- AIM OF THE EXERCISE -
Images excepted, the data below must be repeated exactly.

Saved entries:
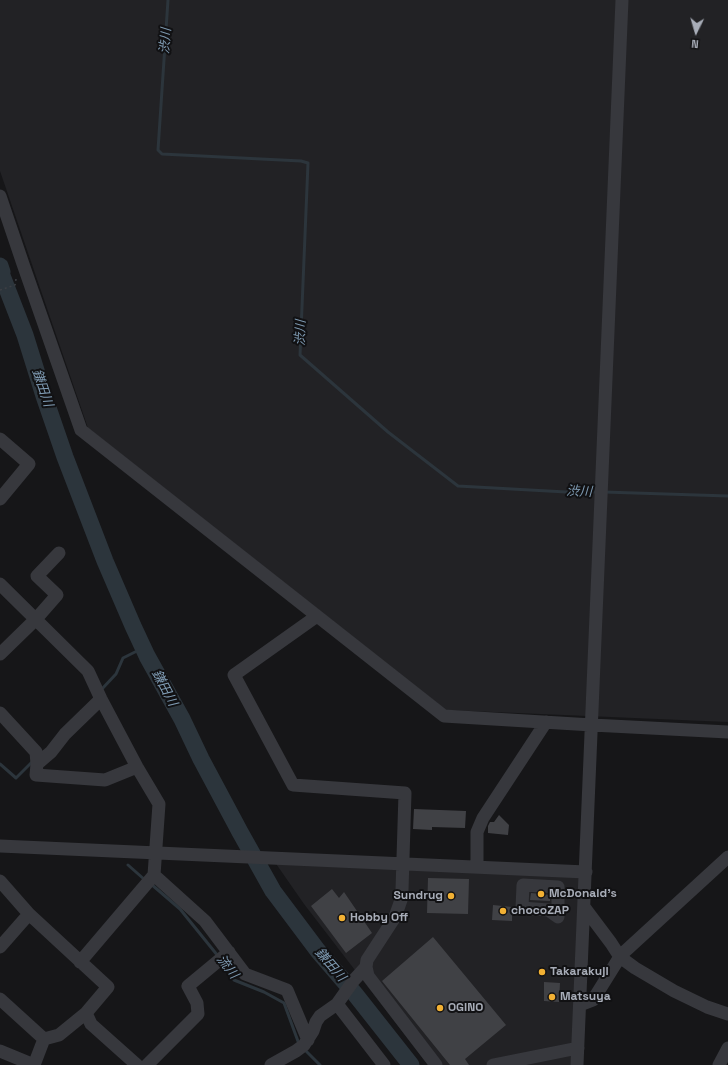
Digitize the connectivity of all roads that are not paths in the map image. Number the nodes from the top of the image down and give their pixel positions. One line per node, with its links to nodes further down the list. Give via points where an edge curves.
1 (622, 0): 13 (street)
2 (0, 196): 7 (street, via 81,430)
3 (0, 440): 4 (street, via 29,464)
4 (0, 499)
5 (59, 553): 8 (street, via 37,576 57,596)
6 (0, 584): 8 (street)
7 (317, 616): 12 (street, via 444,716); 20 (street, via 234,675 293,784 405,793)
8 (36, 619): 9 (street); 10 (street, via 88,671)
9 (0, 654)
10 (101, 699): 15 (street); 16 (street)
11 (0, 713): 15 (street, via 36,752)
12 (546, 722): 13 (street); 21 (street, via 483,818 477,832)
13 (592, 725): 14 (street); 22 (street)
14 (728, 732)
15 (37, 764): 16 (street, via 36,775 105,780)
16 (137, 767): 18 (street, via 159,804)
17 (0, 846): 18 (street)
18 (156, 853): 20 (street); 23 (street)
19 (728, 857): 29 (street)
20 (403, 864): 21 (street); 31 (street, via 398,909 367,960)
21 (477, 867): 22 (street)
22 (586, 872): 25 (street)
23 (154, 875): 28 (street, via 205,921); 30 (street)
24 (0, 881): 26 (street)
25 (584, 908): 29 (street); 34 (street)
26 (29, 914): 27 (street); 30 (street)
27 (0, 947)
28 (229, 952): 38 (street, via 245,974 287,990); 43 (street, via 188,986 197,1003 198,1014)
29 (620, 957): 34 (street, via 593,1000); 36 (street, via 674,992)
30 (80, 962): 35 (street, via 108,987)
31 (366, 967): 33 (street); 46 (street, via 368,976)
32 (0, 999): 37 (street)
33 (339, 1002): 38 (street, via 320,1016); 45 (street)
34 (580, 1005): 41 (street)
35 (86, 1013): 37 (street, via 60,1035); 42 (street, via 92,1024)
36 (728, 1014)
37 (44, 1039): 40 (street, via 34,1065)
38 (308, 1040): 44 (street, via 296,1051)
39 (728, 1048): 48 (street)
40 (0, 1051)
41 (580, 1059): 47 (street)
42 (137, 1065)
43 (147, 1065)
44 (272, 1065)
45 (384, 1065)
46 (436, 1065)
47 (493, 1065)
48 (719, 1065)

- RESPONSE TO THE EXERCISE -
Digitize the connectivity of all roads that are not paths in the map image. Number the nodes from the top of the image down and give their pixel positions. One line per node, with its links to nodes further down the list. Give via points where an edge curves.
1 (622, 0): 13 (street)
2 (0, 196): 7 (street, via 81,430)
3 (0, 440): 4 (street, via 29,464)
4 (0, 499)
5 (59, 553): 8 (street, via 37,576 57,596)
6 (0, 584): 8 (street)
7 (317, 616): 12 (street, via 444,716); 20 (street, via 234,675 293,784 405,793)
8 (36, 619): 9 (street); 10 (street, via 88,671)
9 (0, 654)
10 (101, 699): 15 (street); 16 (street)
11 (0, 713): 15 (street, via 36,752)
12 (546, 722): 13 (street); 21 (street, via 483,818 477,832)
13 (592, 725): 14 (street); 22 (street)
14 (728, 732)
15 (37, 764): 16 (street, via 36,775 105,780)
16 (137, 767): 18 (street, via 159,804)
17 (0, 846): 18 (street)
18 (156, 853): 20 (street); 23 (street)
19 (728, 857): 29 (street)
20 (403, 864): 21 (street); 31 (street, via 398,909 367,960)
21 (477, 867): 22 (street)
22 (586, 872): 25 (street)
23 (154, 875): 28 (street, via 205,921); 30 (street)
24 (0, 881): 26 (street)
25 (584, 908): 29 (street); 34 (street)
26 (29, 914): 27 (street); 30 (street)
27 (0, 947)
28 (229, 952): 38 (street, via 245,974 287,990); 43 (street, via 188,986 197,1003 198,1014)
29 (620, 957): 34 (street, via 593,1000); 36 (street, via 674,992)
30 (80, 962): 35 (street, via 108,987)
31 (366, 967): 33 (street); 46 (street, via 368,976)
32 (0, 999): 37 (street)
33 (339, 1002): 38 (street, via 320,1016); 45 (street)
34 (580, 1005): 41 (street)
35 (86, 1013): 37 (street, via 60,1035); 42 (street, via 92,1024)
36 (728, 1014)
37 (44, 1039): 40 (street, via 34,1065)
38 (308, 1040): 44 (street, via 296,1051)
39 (728, 1048): 48 (street)
40 (0, 1051)
41 (580, 1059): 47 (street)
42 (137, 1065)
43 (147, 1065)
44 (272, 1065)
45 (384, 1065)
46 (436, 1065)
47 (493, 1065)
48 (719, 1065)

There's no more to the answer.